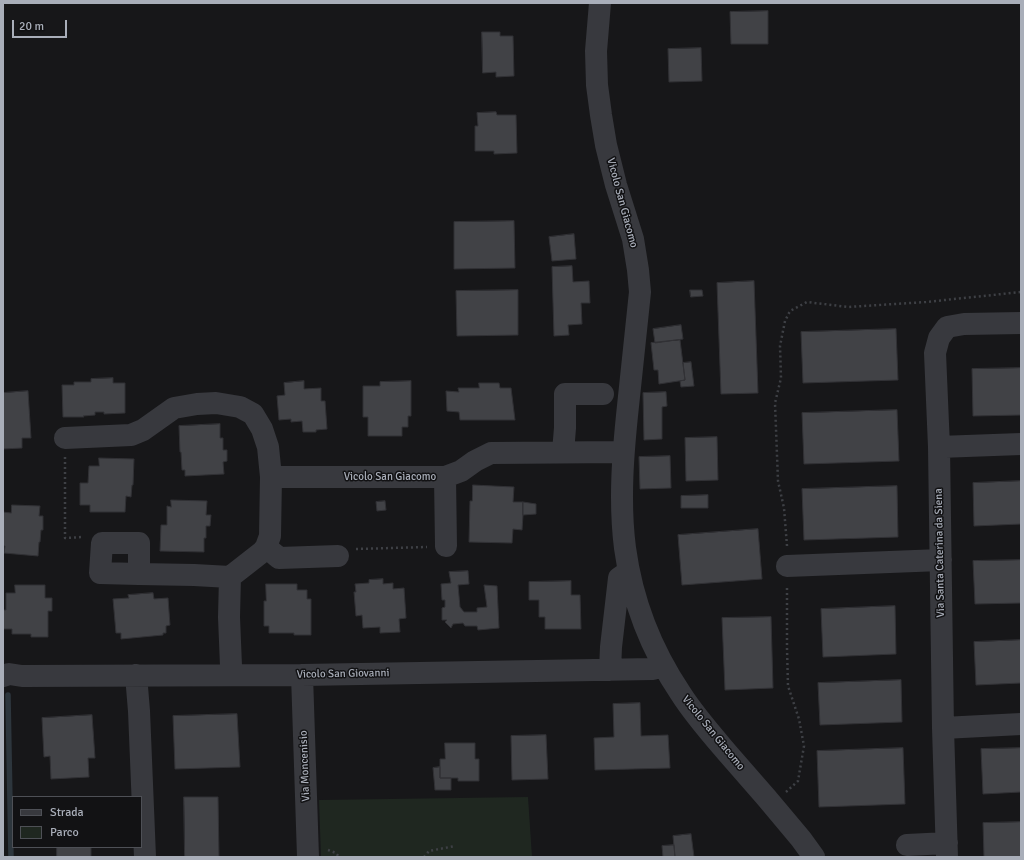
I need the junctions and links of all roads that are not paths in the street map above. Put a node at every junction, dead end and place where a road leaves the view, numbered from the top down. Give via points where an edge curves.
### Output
1 (600, 3) edge
2 (1021, 323) edge
3 (603, 394) dead end
4 (65, 438) road end
5 (1021, 444) edge
6 (939, 447) junction
7 (564, 452) junction
8 (623, 452) junction
9 (271, 477) junction
10 (445, 477) junction
11 (446, 546) road end
12 (266, 547) junction
13 (338, 556) road end
14 (941, 560) junction
15 (787, 566) road end
16 (629, 571) junction
17 (139, 574) junction
18 (230, 577) junction
19 (664, 666) junction
20 (610, 670) junction
21 (136, 675) junction
22 (230, 675) junction
23 (302, 675) junction
24 (13, 676) edge
25 (1021, 724) edge
26 (943, 728) junction
27 (907, 845) dead end
28 (947, 850) edge
29 (145, 857) edge
30 (308, 857) edge
31 (814, 857) edge

1 - 8 street, Vicolo San Giacomo via 596,51 601,115 616,185 633,239 640,292
2 - 6 street, Via Santa Caterina da Siena via 964,324 947,327 939,338 935,353
3 - 7 street via 565,394
4 - 9 street via 131,435 143,430 174,408 216,403 240,407 253,414 262,429 268,447
5 - 6 street
6 - 14 street, Via Santa Caterina da Siena
7 - 8 street, Vicolo San Giacomo
7 - 10 street, Vicolo San Giacomo via 491,454
8 - 16 street, Vicolo San Giacomo via 622,510
9 - 10 street, Vicolo San Giacomo
9 - 12 street via 270,536
10 - 11 street
12 - 13 street via 279,558
12 - 18 street
14 - 15 street
14 - 26 street, Via Santa Caterina da Siena
16 - 19 street, Vicolo San Giacomo via 644,623
16 - 20 street via 619,578
17 - 17 street via 140,543 102,543 100,573
17 - 18 street
18 - 22 street
19 - 20 street, Vicolo San Giovanni via 653,669
19 - 31 street, Vicolo San Giacomo via 700,720 801,838
20 - 23 street, Vicolo San Giovanni
21 - 22 street, Vicolo San Giovanni
21 - 24 street, Vicolo San Giovanni
21 - 29 street
22 - 23 street, Vicolo San Giovanni
23 - 30 street, Via Moncenisio
25 - 26 street
26 - 28 street, Via Santa Caterina da Siena
27 - 28 street

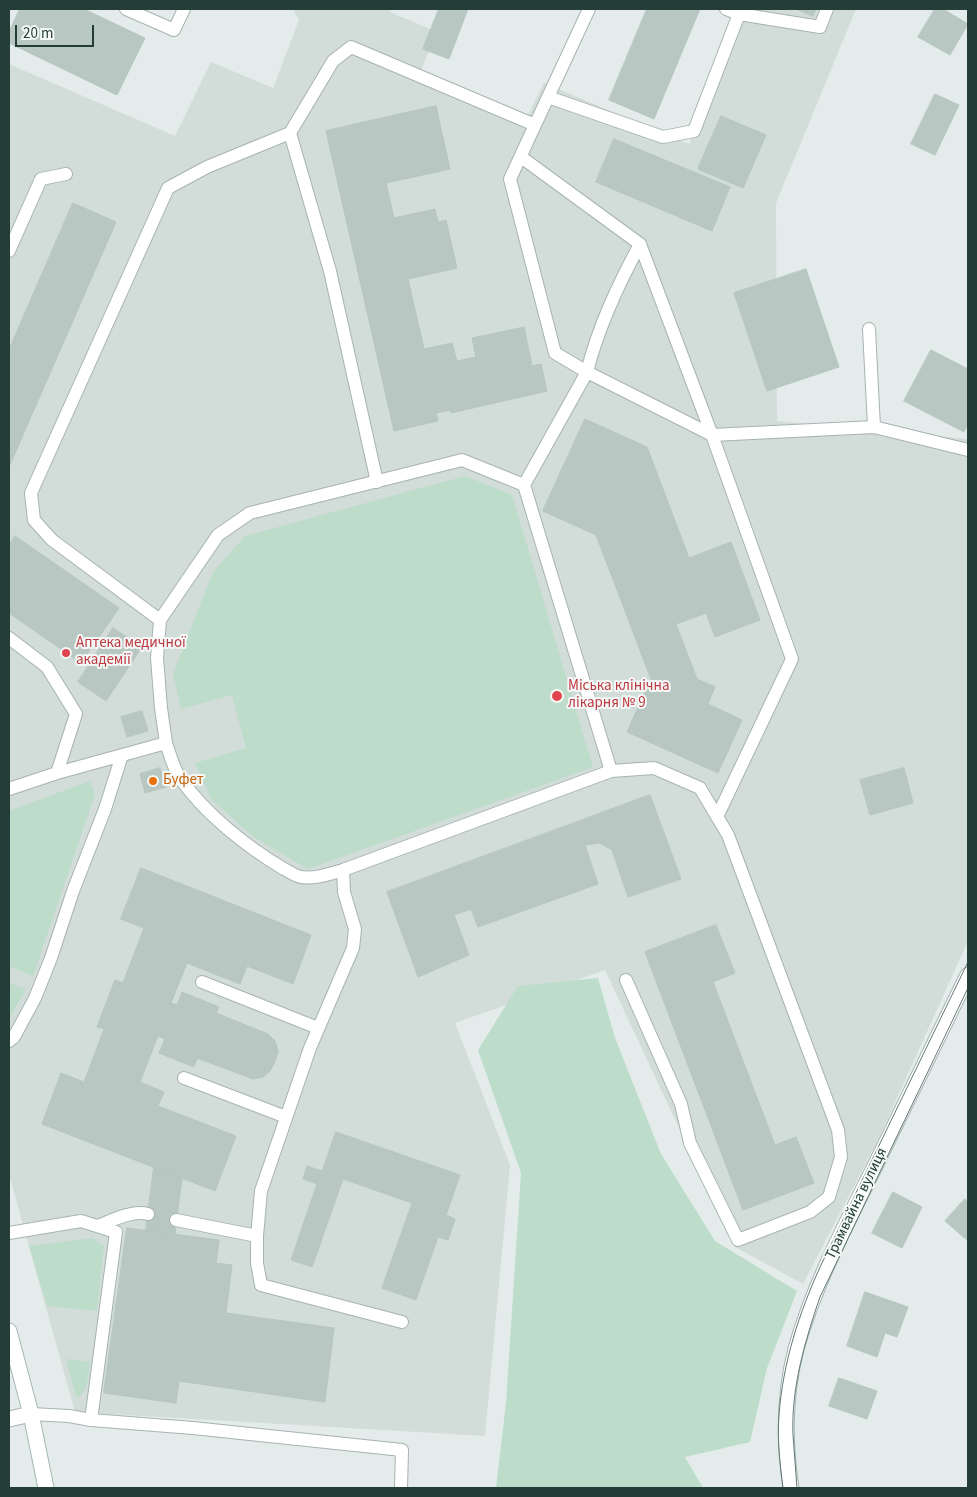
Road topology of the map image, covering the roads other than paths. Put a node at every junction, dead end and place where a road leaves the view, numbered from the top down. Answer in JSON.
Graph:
{"nodes":[{"id":1,"x":126,"y":9,"type":"edge"},
{"id":2,"x":184,"y":9,"type":"edge"},
{"id":3,"x":589,"y":9,"type":"edge"},
{"id":4,"x":726,"y":9,"type":"edge"},
{"id":5,"x":827,"y":9,"type":"edge"},
{"id":6,"x":739,"y":14,"type":"junction"},
{"id":7,"x":548,"y":97,"type":"junction"},
{"id":8,"x":535,"y":125,"type":"junction"},
{"id":9,"x":290,"y":133,"type":"junction"},
{"id":10,"x":520,"y":157,"type":"junction"},
{"id":11,"x":66,"y":174,"type":"dead end"},
{"id":12,"x":640,"y":244,"type":"junction"},
{"id":13,"x":9,"y":251,"type":"edge"},
{"id":14,"x":869,"y":329,"type":"dead end"},
{"id":15,"x":586,"y":372,"type":"junction"},
{"id":16,"x":874,"y":427,"type":"junction"},
{"id":17,"x":712,"y":435,"type":"junction"},
{"id":18,"x":968,"y":450,"type":"edge"},
{"id":19,"x":377,"y":482,"type":"junction"},
{"id":20,"x":524,"y":485,"type":"junction"},
{"id":21,"x":160,"y":620,"type":"junction"},
{"id":22,"x":9,"y":638,"type":"edge"},
{"id":23,"x":166,"y":743,"type":"junction"},
{"id":24,"x":122,"y":755,"type":"junction"},
{"id":25,"x":611,"y":771,"type":"junction"},
{"id":26,"x":57,"y":773,"type":"junction"},
{"id":27,"x":9,"y":789,"type":"edge"},
{"id":28,"x":717,"y":817,"type":"junction"},
{"id":29,"x":342,"y":870,"type":"junction"},
{"id":30,"x":968,"y":975,"type":"edge"},
{"id":31,"x":626,"y":980,"type":"dead end"},
{"id":32,"x":202,"y":982,"type":"dead end"},
{"id":33,"x":318,"y":1028,"type":"junction"},
{"id":34,"x":9,"y":1042,"type":"edge"},
{"id":35,"x":184,"y":1078,"type":"dead end"},
{"id":36,"x":286,"y":1117,"type":"junction"},
{"id":37,"x":148,"y":1214,"type":"dead end"},
{"id":38,"x":176,"y":1220,"type":"dead end"},
{"id":39,"x":98,"y":1226,"type":"junction"},
{"id":40,"x":9,"y":1233,"type":"edge"},
{"id":41,"x":257,"y":1236,"type":"junction"},
{"id":42,"x":402,"y":1322,"type":"dead end"},
{"id":43,"x":9,"y":1331,"type":"edge"},
{"id":44,"x":31,"y":1414,"type":"junction"},
{"id":45,"x":9,"y":1419,"type":"edge"},
{"id":46,"x":91,"y":1420,"type":"junction"},
{"id":47,"x":46,"y":1488,"type":"edge"},
{"id":48,"x":401,"y":1488,"type":"edge"},
{"id":49,"x":791,"y":1488,"type":"edge"}],
"edges":[{"from":1,"to":2,"type":"lane"},
{"from":3,"to":7,"type":"lane"},
{"from":4,"to":6,"type":"lane"},
{"from":5,"to":6,"type":"lane"},
{"from":6,"to":7,"type":"lane"},
{"from":7,"to":8,"type":"lane"},
{"from":8,"to":9,"type":"lane"},
{"from":8,"to":10,"type":"lane"},
{"from":9,"to":19,"type":"lane"},
{"from":9,"to":21,"type":"lane"},
{"from":10,"to":12,"type":"lane"},
{"from":10,"to":15,"type":"lane"},
{"from":11,"to":13,"type":"lane"},
{"from":12,"to":15,"type":"lane"},
{"from":12,"to":17,"type":"lane"},
{"from":14,"to":16,"type":"lane"},
{"from":15,"to":17,"type":"lane"},
{"from":15,"to":20,"type":"lane"},
{"from":16,"to":17,"type":"lane"},
{"from":16,"to":18,"type":"lane"},
{"from":17,"to":28,"type":"lane"},
{"from":19,"to":20,"type":"lane"},
{"from":19,"to":21,"type":"lane"},
{"from":20,"to":25,"type":"lane"},
{"from":21,"to":23,"type":"lane"},
{"from":22,"to":26,"type":"lane"},
{"from":23,"to":24,"type":"lane"},
{"from":23,"to":29,"type":"lane"},
{"from":24,"to":26,"type":"lane"},
{"from":24,"to":34,"type":"lane"},
{"from":25,"to":28,"type":"lane"},
{"from":25,"to":29,"type":"lane"},
{"from":26,"to":27,"type":"lane"},
{"from":28,"to":31,"type":"lane"},
{"from":29,"to":33,"type":"lane"},
{"from":30,"to":49,"type":"street","name":"Трамвайна вулиця"},
{"from":32,"to":33,"type":"lane"},
{"from":33,"to":36,"type":"lane"},
{"from":35,"to":36,"type":"lane"},
{"from":36,"to":41,"type":"lane"},
{"from":37,"to":39,"type":"lane"},
{"from":38,"to":41,"type":"lane"},
{"from":39,"to":40,"type":"lane"},
{"from":39,"to":46,"type":"lane"},
{"from":41,"to":42,"type":"lane"},
{"from":43,"to":44,"type":"street"},
{"from":44,"to":45,"type":"street"},
{"from":44,"to":46,"type":"lane"},
{"from":44,"to":47,"type":"street"},
{"from":46,"to":48,"type":"lane"}]}
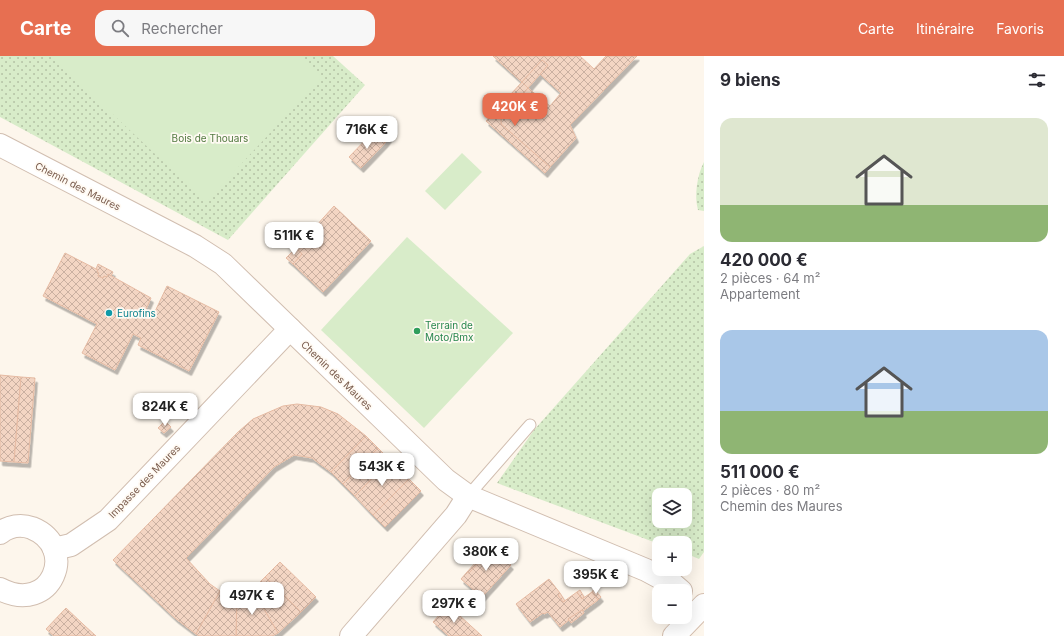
****************
**WHAT IS NEEDED**: In the entries above, find each line that has the word "Santa". Copy it.

**WRITTEN SOLUTION**:
2 - 6 street, Via Santa Caterina da Siena via 964,324 947,327 939,338 935,353
6 - 14 street, Via Santa Caterina da Siena
14 - 26 street, Via Santa Caterina da Siena
26 - 28 street, Via Santa Caterina da Siena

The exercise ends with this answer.